+++ MATERIAL FOR THE TASK +++

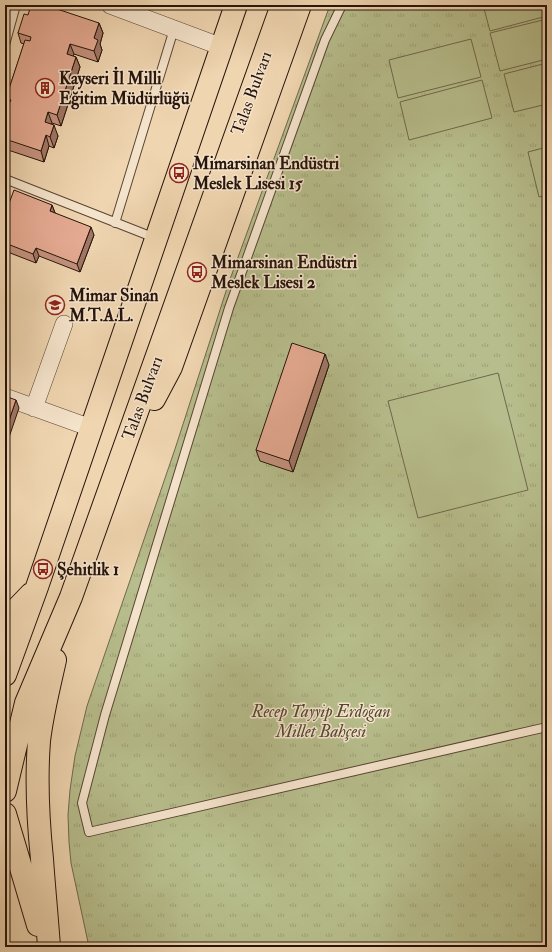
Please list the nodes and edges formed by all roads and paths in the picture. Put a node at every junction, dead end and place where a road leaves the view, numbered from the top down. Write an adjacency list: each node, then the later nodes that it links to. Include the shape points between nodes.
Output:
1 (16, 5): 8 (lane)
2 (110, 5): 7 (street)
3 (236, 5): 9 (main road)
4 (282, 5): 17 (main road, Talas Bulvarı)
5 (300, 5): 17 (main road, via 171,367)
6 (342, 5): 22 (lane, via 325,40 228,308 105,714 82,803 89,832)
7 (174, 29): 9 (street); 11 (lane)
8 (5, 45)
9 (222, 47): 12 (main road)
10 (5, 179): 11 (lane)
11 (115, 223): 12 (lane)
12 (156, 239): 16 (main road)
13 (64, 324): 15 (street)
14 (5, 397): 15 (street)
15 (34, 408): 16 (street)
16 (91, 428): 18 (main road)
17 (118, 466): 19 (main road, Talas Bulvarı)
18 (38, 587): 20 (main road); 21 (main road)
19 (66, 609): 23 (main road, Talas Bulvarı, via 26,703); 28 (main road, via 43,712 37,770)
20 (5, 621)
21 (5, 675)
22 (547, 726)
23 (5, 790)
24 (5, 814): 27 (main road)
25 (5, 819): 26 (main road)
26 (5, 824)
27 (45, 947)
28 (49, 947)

+++

## WORK REQUIRED:
Repeat every entry above precisely, leaving each picture out.

## EXPECTED OUTPUT:
Please list the nodes and edges formed by all roads and paths in the picture. Put a node at every junction, dead end and place where a road leaves the view, numbered from the top down. Write an adjacency list: each node, then the later nodes that it links to. Include the shape points between nodes.
Output:
1 (16, 5): 8 (lane)
2 (110, 5): 7 (street)
3 (236, 5): 9 (main road)
4 (282, 5): 17 (main road, Talas Bulvarı)
5 (300, 5): 17 (main road, via 171,367)
6 (342, 5): 22 (lane, via 325,40 228,308 105,714 82,803 89,832)
7 (174, 29): 9 (street); 11 (lane)
8 (5, 45)
9 (222, 47): 12 (main road)
10 (5, 179): 11 (lane)
11 (115, 223): 12 (lane)
12 (156, 239): 16 (main road)
13 (64, 324): 15 (street)
14 (5, 397): 15 (street)
15 (34, 408): 16 (street)
16 (91, 428): 18 (main road)
17 (118, 466): 19 (main road, Talas Bulvarı)
18 (38, 587): 20 (main road); 21 (main road)
19 (66, 609): 23 (main road, Talas Bulvarı, via 26,703); 28 (main road, via 43,712 37,770)
20 (5, 621)
21 (5, 675)
22 (547, 726)
23 (5, 790)
24 (5, 814): 27 (main road)
25 (5, 819): 26 (main road)
26 (5, 824)
27 (45, 947)
28 (49, 947)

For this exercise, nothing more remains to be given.